Colonel Joshua Lawrence Chamberlain

The Killer Angels is a famous 1974 novel written by Michael Shaara about the Battle of Gettysburg. It is written from the perspective of several commanders, including General John Buford and Colonel Joshua Lawrence Chamberlain on the Union side, Generals James Longstreet and Robert E. Lee on the Confederates, with single chapters for a Confederate spy named Harrison, General Lewis Armistead, and British observer Arthur Fremantle. The story covers the three-day battle from the perspective of these characters and explores their motives for fighting, their loyalties to whichever cause, and the humanity and hell of the war.

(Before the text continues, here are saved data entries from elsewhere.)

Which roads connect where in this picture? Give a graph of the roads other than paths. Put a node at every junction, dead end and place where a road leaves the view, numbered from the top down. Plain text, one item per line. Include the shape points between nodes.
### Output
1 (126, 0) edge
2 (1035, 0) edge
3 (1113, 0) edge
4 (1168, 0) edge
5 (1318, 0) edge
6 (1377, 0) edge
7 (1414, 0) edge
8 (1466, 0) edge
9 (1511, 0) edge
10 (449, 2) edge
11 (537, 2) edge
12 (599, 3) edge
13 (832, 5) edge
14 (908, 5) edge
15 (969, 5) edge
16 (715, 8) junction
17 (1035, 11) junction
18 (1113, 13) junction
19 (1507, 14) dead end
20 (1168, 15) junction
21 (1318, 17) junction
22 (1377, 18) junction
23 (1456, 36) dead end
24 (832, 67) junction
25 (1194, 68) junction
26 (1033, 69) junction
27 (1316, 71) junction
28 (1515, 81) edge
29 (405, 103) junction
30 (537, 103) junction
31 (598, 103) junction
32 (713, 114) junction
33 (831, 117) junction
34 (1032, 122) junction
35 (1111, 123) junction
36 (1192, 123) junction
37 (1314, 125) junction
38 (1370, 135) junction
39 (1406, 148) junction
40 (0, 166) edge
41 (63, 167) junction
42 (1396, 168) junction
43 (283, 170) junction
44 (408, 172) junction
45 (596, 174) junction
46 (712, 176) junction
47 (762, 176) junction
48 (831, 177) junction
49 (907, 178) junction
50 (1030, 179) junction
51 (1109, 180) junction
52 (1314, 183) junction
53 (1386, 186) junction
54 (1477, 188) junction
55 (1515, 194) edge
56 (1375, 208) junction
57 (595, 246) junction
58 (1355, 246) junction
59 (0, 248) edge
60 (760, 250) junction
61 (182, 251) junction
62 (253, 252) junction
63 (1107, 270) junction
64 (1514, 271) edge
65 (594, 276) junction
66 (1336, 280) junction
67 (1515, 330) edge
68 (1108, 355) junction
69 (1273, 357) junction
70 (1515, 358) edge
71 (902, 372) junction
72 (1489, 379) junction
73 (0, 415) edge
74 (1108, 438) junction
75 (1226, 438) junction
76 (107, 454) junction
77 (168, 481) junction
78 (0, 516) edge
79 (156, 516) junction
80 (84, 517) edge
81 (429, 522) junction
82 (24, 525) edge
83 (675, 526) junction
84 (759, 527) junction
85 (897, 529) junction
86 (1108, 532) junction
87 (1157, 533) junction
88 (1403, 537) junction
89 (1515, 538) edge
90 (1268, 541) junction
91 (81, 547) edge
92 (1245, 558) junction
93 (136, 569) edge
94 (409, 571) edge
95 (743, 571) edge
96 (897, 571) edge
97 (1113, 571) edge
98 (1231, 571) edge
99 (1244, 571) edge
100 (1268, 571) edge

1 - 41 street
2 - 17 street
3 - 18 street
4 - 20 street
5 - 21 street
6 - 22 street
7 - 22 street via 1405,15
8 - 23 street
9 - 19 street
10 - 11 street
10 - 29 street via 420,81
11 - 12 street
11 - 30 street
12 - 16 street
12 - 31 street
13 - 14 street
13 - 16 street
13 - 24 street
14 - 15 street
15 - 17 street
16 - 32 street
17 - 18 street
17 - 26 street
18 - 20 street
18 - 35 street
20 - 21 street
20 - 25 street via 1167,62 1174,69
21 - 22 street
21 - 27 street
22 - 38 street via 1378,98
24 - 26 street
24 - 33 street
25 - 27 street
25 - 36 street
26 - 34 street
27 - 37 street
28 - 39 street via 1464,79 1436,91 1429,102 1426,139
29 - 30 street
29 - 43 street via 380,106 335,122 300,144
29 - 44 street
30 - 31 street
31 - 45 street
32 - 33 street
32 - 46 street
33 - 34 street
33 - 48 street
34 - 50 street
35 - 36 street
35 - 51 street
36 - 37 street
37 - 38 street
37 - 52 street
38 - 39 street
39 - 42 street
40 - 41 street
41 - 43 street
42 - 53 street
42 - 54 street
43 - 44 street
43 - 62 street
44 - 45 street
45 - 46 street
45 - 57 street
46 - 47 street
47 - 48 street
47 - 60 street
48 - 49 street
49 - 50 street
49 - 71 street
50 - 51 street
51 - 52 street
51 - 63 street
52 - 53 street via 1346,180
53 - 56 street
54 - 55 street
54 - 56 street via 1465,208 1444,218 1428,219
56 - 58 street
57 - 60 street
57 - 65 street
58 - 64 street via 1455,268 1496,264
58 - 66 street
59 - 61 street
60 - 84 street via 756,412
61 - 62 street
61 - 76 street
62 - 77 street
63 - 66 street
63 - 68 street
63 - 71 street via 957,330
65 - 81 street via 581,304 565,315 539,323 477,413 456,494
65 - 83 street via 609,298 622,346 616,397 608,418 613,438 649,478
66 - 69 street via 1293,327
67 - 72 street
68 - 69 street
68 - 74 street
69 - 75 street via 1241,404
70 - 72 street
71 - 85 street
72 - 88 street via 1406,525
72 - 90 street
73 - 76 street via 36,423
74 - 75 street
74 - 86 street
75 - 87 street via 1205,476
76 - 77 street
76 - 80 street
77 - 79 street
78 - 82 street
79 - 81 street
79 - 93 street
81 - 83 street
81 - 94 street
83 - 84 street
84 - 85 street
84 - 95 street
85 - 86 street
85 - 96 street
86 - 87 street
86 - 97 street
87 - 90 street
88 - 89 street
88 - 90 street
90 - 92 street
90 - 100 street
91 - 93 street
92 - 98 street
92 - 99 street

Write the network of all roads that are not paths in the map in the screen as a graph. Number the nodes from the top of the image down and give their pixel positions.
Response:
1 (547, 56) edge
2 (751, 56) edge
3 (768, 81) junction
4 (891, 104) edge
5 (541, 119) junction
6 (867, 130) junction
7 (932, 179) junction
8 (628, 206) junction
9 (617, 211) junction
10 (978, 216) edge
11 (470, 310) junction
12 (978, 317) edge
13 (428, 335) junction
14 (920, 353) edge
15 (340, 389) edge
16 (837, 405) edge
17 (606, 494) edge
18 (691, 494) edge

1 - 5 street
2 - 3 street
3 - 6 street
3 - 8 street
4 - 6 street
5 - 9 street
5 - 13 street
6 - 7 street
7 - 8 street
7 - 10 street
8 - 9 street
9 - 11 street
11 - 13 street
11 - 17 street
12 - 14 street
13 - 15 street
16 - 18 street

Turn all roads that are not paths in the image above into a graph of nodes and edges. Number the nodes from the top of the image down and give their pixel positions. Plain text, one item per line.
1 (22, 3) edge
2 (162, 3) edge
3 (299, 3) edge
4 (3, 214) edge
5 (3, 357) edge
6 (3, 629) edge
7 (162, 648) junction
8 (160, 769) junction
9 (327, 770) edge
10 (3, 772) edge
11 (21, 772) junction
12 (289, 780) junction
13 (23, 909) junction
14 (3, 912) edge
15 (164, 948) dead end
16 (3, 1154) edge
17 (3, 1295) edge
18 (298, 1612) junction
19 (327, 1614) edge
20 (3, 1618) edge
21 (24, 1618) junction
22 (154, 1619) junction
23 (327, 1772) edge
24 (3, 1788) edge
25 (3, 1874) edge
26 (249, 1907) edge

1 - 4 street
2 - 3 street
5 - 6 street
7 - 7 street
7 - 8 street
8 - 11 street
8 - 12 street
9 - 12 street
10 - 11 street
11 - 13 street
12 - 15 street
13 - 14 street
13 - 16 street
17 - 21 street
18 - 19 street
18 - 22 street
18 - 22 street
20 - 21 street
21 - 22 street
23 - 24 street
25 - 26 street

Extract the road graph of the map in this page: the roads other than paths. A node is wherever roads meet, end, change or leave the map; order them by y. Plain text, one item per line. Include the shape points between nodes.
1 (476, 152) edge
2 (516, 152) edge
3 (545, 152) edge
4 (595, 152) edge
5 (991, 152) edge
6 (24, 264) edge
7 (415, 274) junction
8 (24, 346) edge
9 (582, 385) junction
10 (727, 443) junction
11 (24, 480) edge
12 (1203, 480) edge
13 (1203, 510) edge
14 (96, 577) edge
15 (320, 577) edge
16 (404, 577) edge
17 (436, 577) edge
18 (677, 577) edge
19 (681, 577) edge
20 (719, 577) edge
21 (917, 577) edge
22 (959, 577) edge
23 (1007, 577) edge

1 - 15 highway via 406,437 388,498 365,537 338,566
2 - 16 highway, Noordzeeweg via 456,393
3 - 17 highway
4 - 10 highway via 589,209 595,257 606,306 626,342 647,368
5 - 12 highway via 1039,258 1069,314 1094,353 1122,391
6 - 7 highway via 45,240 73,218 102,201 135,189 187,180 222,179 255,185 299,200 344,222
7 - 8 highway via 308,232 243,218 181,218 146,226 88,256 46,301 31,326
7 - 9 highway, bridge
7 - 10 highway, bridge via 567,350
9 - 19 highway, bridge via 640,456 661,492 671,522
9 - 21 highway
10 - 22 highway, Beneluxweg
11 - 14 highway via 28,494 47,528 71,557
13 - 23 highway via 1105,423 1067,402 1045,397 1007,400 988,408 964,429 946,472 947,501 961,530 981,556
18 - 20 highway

The novel became hugely influential in the popular perception of the Civil War, winning a Pulitzer Prize, gaining accolades from military historians, and inspiring Ken Burns' famous documentary on the entirety of the war. In 1993, The Killer Angels was adapted into the film Gettysburg, which was very faithful to the source material. Although Shaara died in 1988, his son Jeffery continued his work in the prequel novel Gods and Generals and a sequel, The Last Full Measure, using his father's characterizations.

As of 2014, the book is in its 112th printing.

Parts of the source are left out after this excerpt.